Aim of the task: Wherever the string "paths" shows up in the data below, copy the whole line.

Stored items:
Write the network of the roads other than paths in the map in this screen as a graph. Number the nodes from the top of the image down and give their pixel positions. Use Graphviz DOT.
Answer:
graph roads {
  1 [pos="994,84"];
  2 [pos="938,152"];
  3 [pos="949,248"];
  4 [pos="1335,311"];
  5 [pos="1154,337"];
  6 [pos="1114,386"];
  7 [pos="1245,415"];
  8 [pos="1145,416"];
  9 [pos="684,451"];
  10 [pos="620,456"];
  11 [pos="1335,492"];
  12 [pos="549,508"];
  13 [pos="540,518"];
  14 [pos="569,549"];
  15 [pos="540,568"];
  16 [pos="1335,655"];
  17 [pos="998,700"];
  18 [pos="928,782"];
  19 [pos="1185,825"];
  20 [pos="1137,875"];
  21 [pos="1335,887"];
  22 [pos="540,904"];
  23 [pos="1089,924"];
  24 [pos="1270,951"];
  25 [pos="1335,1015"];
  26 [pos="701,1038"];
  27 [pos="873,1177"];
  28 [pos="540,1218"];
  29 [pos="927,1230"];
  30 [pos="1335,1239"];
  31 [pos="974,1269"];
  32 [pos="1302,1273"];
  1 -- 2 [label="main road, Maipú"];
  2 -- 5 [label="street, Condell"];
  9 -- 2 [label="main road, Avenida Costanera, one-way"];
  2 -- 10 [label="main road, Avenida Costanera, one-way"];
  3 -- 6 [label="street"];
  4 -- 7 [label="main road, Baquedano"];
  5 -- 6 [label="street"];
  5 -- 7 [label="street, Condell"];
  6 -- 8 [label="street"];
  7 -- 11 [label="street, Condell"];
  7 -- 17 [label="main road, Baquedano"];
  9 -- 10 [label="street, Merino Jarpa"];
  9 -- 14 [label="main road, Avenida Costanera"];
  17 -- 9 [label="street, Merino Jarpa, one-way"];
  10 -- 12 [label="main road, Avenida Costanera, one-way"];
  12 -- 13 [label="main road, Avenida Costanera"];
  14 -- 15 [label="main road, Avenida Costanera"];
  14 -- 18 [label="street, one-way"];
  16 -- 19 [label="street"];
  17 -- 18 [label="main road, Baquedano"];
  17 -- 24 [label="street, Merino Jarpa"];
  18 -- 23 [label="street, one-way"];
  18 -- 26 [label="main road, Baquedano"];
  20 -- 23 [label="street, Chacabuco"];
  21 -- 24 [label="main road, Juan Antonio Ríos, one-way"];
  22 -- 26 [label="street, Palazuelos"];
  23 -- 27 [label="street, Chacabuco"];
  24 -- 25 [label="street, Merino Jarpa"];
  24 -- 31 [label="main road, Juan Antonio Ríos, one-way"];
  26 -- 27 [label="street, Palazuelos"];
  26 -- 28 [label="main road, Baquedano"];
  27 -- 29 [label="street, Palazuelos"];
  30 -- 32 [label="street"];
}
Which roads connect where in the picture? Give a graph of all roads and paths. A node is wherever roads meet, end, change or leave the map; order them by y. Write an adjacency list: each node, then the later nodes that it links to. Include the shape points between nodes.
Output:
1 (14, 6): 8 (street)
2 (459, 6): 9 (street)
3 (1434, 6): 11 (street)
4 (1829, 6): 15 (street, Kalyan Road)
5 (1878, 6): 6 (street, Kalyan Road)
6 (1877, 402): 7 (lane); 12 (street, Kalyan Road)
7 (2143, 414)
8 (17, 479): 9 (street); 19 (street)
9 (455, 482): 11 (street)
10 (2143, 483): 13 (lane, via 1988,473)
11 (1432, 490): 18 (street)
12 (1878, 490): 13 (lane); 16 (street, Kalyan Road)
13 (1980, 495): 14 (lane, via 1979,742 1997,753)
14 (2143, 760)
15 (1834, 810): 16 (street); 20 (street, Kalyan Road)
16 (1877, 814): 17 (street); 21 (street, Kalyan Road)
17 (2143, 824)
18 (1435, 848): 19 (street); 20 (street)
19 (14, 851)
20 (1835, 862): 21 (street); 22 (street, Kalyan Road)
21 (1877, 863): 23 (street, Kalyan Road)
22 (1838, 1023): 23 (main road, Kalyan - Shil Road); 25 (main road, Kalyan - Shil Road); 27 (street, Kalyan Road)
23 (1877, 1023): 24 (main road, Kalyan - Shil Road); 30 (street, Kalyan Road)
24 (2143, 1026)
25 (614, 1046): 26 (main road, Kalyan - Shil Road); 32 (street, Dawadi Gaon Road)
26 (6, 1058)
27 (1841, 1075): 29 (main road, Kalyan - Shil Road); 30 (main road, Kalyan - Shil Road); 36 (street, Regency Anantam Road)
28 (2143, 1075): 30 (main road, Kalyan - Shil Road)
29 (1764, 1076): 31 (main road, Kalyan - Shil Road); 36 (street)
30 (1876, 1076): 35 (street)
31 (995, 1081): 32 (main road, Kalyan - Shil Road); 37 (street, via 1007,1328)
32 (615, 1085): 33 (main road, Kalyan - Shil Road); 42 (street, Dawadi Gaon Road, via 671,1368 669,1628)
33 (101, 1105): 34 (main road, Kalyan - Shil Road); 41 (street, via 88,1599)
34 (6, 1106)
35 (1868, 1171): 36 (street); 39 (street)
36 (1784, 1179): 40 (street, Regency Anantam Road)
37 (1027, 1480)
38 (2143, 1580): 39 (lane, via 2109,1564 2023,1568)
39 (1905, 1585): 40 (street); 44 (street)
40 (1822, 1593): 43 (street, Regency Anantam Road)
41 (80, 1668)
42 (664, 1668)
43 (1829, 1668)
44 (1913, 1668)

Exercise result:
Write the network of the roads other than paths in the map in this screen as a graph. Number the nodes from the top of the image down and give their pixel positions. Use Graphviz DOT.
Which roads connect where in the picture? Give a graph of all roads and paths. A node is wherever roads meet, end, change or leave the map; order them by y. Write an adjacency list: each node, then the later nodes that it links to. Include the shape points between nodes.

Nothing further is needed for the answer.